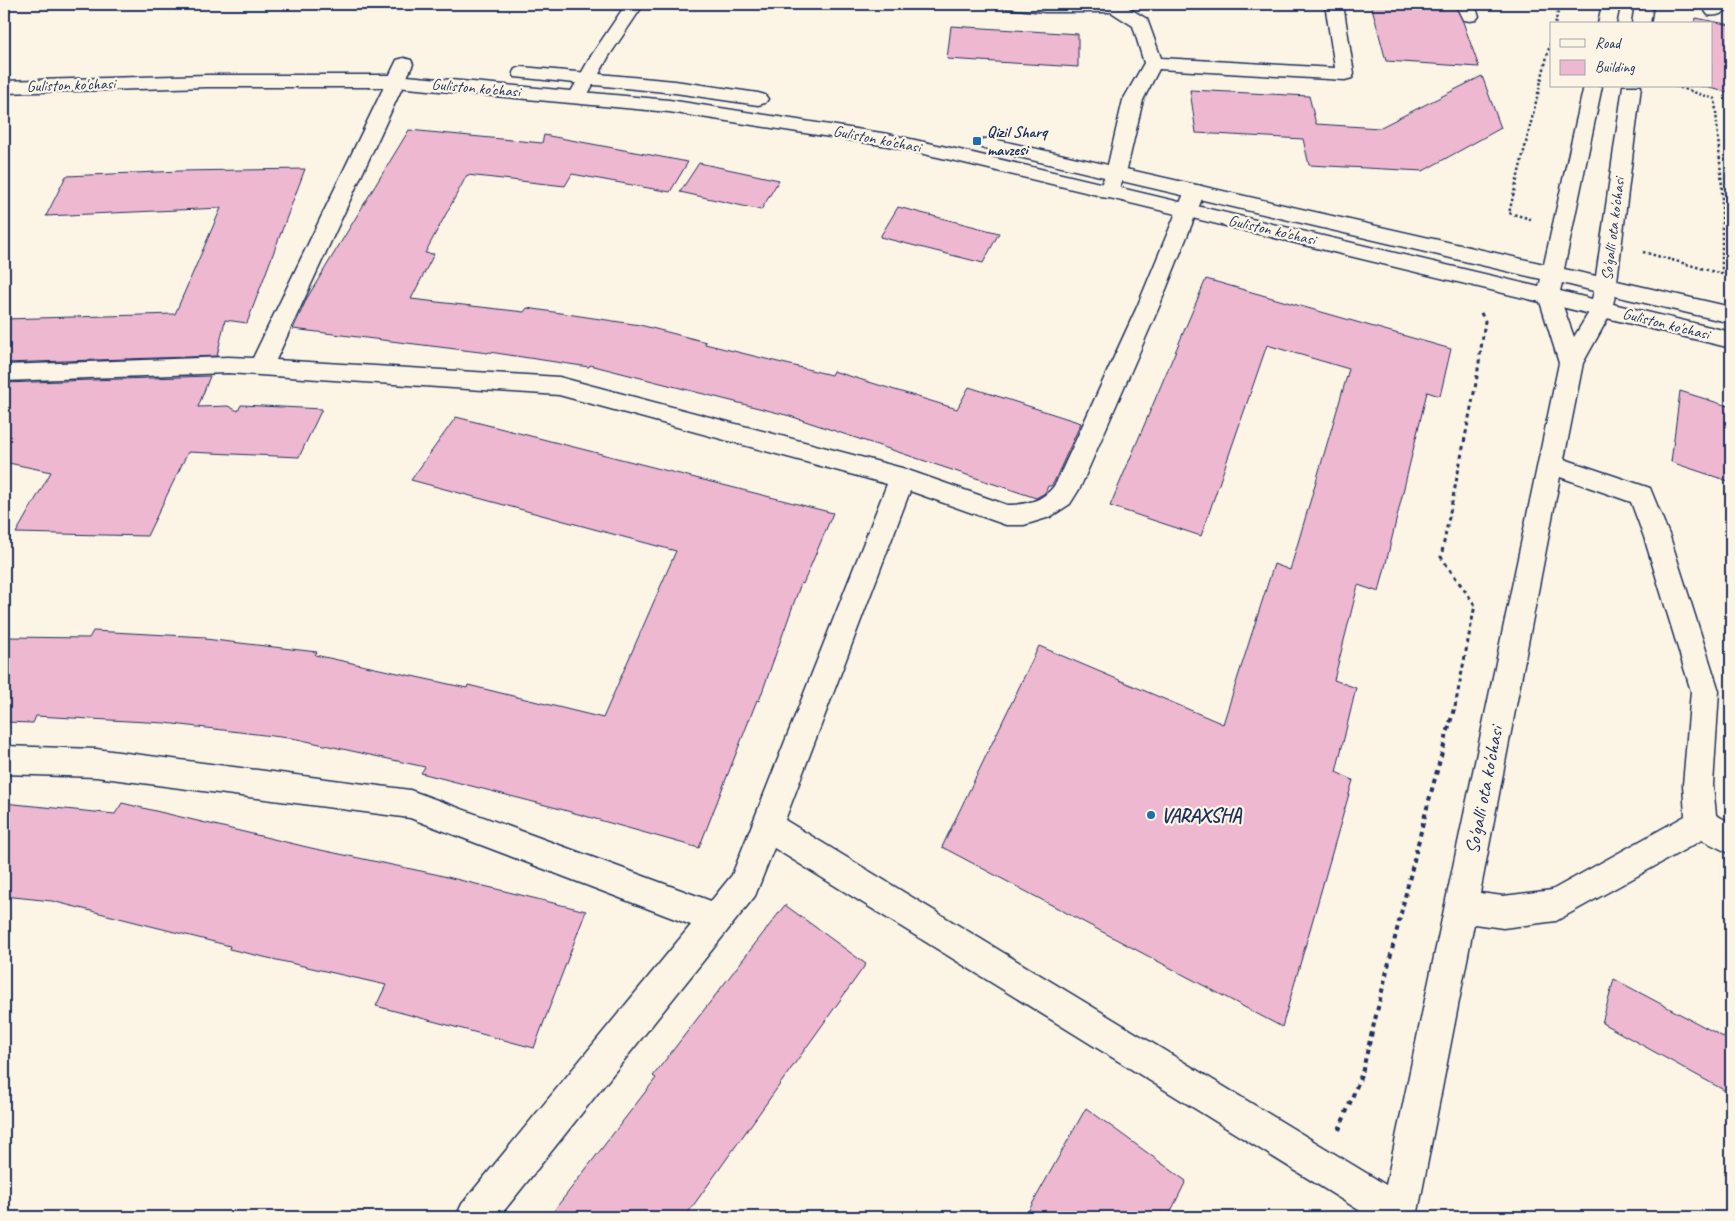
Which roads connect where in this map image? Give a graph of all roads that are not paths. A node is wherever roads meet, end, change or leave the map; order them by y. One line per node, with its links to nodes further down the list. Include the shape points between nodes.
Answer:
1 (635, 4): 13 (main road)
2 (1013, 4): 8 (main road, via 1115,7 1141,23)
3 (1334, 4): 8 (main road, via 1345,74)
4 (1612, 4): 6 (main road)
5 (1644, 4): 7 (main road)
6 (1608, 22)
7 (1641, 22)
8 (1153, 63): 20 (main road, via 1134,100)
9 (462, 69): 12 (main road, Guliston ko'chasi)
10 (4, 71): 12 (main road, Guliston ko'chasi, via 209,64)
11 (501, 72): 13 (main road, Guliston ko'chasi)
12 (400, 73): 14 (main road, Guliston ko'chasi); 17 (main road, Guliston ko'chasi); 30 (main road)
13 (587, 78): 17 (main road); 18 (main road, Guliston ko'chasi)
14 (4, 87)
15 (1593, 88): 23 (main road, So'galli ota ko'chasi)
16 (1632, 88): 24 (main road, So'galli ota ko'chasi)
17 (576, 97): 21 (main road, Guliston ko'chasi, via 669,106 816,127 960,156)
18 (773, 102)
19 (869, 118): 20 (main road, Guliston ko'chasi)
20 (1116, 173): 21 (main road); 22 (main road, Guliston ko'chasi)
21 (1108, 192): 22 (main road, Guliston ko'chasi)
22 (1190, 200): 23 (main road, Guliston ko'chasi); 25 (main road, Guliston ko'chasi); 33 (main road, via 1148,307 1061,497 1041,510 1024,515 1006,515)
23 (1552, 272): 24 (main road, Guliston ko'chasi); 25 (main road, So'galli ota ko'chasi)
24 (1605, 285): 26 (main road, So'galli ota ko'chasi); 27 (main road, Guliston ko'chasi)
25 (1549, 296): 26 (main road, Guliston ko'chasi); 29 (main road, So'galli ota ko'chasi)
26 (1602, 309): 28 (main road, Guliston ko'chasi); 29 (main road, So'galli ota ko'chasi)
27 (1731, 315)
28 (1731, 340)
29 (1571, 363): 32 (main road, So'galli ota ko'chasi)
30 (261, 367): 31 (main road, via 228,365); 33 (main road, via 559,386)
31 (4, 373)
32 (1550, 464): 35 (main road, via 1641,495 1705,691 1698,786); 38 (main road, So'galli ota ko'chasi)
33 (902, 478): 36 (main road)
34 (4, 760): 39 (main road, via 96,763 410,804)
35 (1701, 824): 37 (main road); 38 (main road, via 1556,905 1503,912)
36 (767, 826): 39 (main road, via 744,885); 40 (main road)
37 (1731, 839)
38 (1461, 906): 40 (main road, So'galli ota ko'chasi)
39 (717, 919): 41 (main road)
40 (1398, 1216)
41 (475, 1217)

--

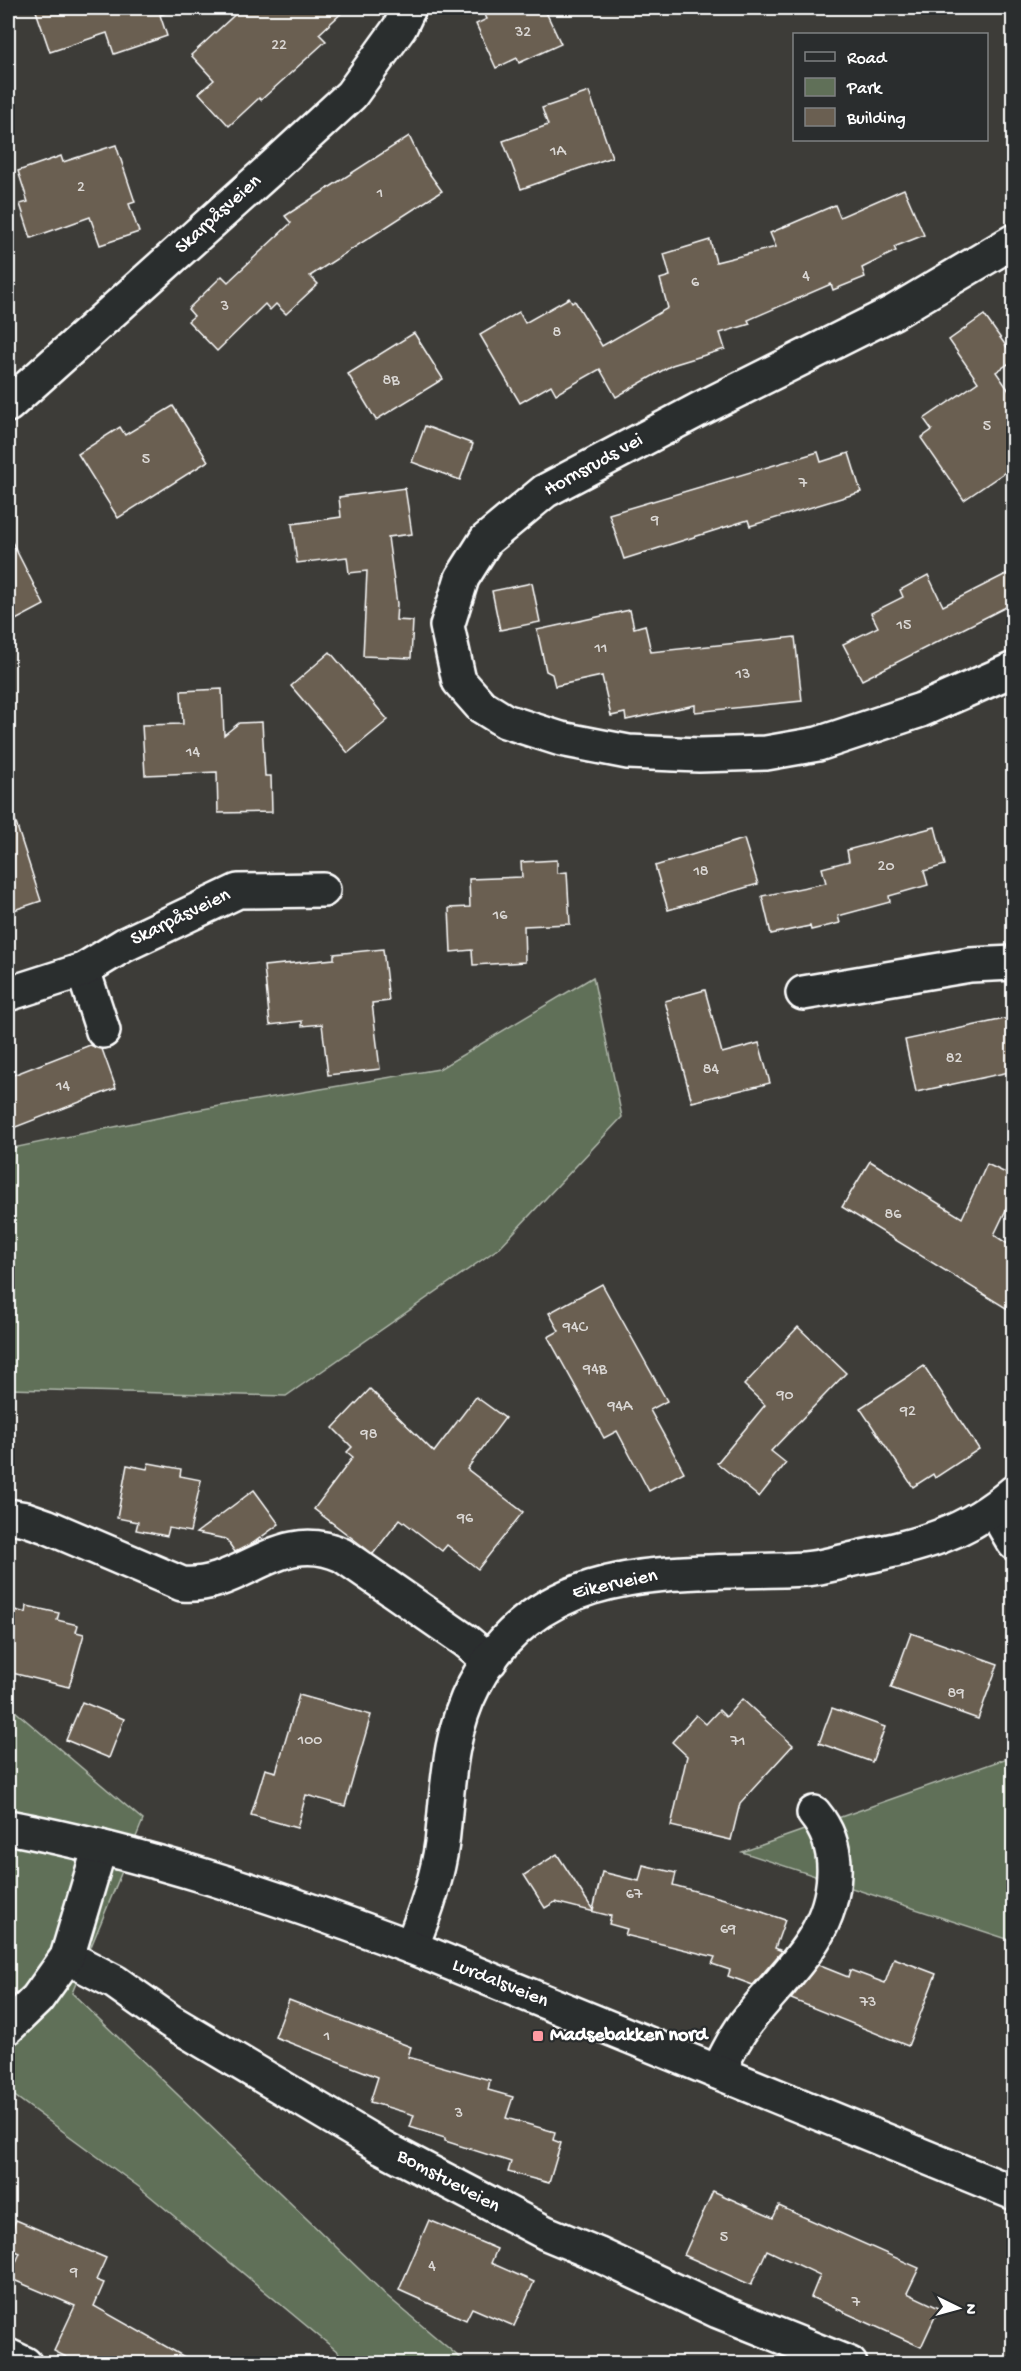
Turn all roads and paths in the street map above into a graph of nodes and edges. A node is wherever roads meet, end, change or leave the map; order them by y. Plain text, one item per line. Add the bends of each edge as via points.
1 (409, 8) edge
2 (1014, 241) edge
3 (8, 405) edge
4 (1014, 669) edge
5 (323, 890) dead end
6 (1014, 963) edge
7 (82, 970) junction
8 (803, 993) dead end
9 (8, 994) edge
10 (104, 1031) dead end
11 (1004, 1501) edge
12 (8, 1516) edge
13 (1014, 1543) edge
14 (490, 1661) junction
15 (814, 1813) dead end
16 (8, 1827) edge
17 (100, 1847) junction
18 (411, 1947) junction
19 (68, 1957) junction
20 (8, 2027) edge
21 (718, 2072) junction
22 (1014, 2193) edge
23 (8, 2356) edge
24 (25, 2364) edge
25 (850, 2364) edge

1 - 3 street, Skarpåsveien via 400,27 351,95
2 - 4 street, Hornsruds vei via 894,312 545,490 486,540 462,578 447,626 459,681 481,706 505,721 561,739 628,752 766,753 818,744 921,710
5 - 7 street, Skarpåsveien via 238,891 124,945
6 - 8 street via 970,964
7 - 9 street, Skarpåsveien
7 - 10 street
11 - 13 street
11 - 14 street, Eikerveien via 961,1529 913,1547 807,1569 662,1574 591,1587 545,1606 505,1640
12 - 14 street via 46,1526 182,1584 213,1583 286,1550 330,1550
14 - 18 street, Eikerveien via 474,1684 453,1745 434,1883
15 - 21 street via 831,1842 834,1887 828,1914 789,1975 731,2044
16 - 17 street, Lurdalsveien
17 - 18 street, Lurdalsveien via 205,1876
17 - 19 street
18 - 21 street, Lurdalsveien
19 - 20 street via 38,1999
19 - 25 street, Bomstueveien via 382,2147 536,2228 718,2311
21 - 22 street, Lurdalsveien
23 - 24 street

**Work request:**
Count the lines in the listing above that include the word "node". Reply with the number only.

**Output:**
2